> **DATA SECTION**
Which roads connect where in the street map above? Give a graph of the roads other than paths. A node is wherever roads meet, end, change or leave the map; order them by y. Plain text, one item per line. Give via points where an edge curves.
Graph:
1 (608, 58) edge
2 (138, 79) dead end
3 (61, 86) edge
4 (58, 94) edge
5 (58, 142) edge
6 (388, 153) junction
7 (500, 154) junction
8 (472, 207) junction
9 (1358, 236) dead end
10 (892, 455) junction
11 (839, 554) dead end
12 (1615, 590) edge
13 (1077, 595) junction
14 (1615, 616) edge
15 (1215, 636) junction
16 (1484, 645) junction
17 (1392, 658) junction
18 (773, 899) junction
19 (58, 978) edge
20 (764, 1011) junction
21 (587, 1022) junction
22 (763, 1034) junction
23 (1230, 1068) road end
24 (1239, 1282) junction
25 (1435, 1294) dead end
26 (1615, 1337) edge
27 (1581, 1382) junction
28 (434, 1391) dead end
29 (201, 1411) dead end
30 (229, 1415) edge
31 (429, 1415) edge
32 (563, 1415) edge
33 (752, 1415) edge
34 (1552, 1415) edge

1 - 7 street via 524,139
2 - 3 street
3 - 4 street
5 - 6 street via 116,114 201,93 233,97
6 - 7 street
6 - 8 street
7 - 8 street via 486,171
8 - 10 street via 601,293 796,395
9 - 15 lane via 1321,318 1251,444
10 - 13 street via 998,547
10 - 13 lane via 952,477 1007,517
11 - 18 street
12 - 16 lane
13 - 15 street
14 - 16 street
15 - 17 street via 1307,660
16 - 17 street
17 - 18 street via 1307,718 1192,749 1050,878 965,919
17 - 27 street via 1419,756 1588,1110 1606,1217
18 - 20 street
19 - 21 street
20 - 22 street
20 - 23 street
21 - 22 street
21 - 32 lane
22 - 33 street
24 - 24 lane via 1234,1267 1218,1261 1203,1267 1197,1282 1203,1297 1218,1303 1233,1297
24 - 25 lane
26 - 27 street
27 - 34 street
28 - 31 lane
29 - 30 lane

> **ABOUT THIS EXERCISE**
Return every line of the material exactly.

> **FINAL ANSWER**
Which roads connect where in the street map above? Give a graph of the roads other than paths. A node is wherever roads meet, end, change or leave the map; order them by y. Plain text, one item per line. Give via points where an edge curves.
Graph:
1 (608, 58) edge
2 (138, 79) dead end
3 (61, 86) edge
4 (58, 94) edge
5 (58, 142) edge
6 (388, 153) junction
7 (500, 154) junction
8 (472, 207) junction
9 (1358, 236) dead end
10 (892, 455) junction
11 (839, 554) dead end
12 (1615, 590) edge
13 (1077, 595) junction
14 (1615, 616) edge
15 (1215, 636) junction
16 (1484, 645) junction
17 (1392, 658) junction
18 (773, 899) junction
19 (58, 978) edge
20 (764, 1011) junction
21 (587, 1022) junction
22 (763, 1034) junction
23 (1230, 1068) road end
24 (1239, 1282) junction
25 (1435, 1294) dead end
26 (1615, 1337) edge
27 (1581, 1382) junction
28 (434, 1391) dead end
29 (201, 1411) dead end
30 (229, 1415) edge
31 (429, 1415) edge
32 (563, 1415) edge
33 (752, 1415) edge
34 (1552, 1415) edge

1 - 7 street via 524,139
2 - 3 street
3 - 4 street
5 - 6 street via 116,114 201,93 233,97
6 - 7 street
6 - 8 street
7 - 8 street via 486,171
8 - 10 street via 601,293 796,395
9 - 15 lane via 1321,318 1251,444
10 - 13 street via 998,547
10 - 13 lane via 952,477 1007,517
11 - 18 street
12 - 16 lane
13 - 15 street
14 - 16 street
15 - 17 street via 1307,660
16 - 17 street
17 - 18 street via 1307,718 1192,749 1050,878 965,919
17 - 27 street via 1419,756 1588,1110 1606,1217
18 - 20 street
19 - 21 street
20 - 22 street
20 - 23 street
21 - 22 street
21 - 32 lane
22 - 33 street
24 - 24 lane via 1234,1267 1218,1261 1203,1267 1197,1282 1203,1297 1218,1303 1233,1297
24 - 25 lane
26 - 27 street
27 - 34 street
28 - 31 lane
29 - 30 lane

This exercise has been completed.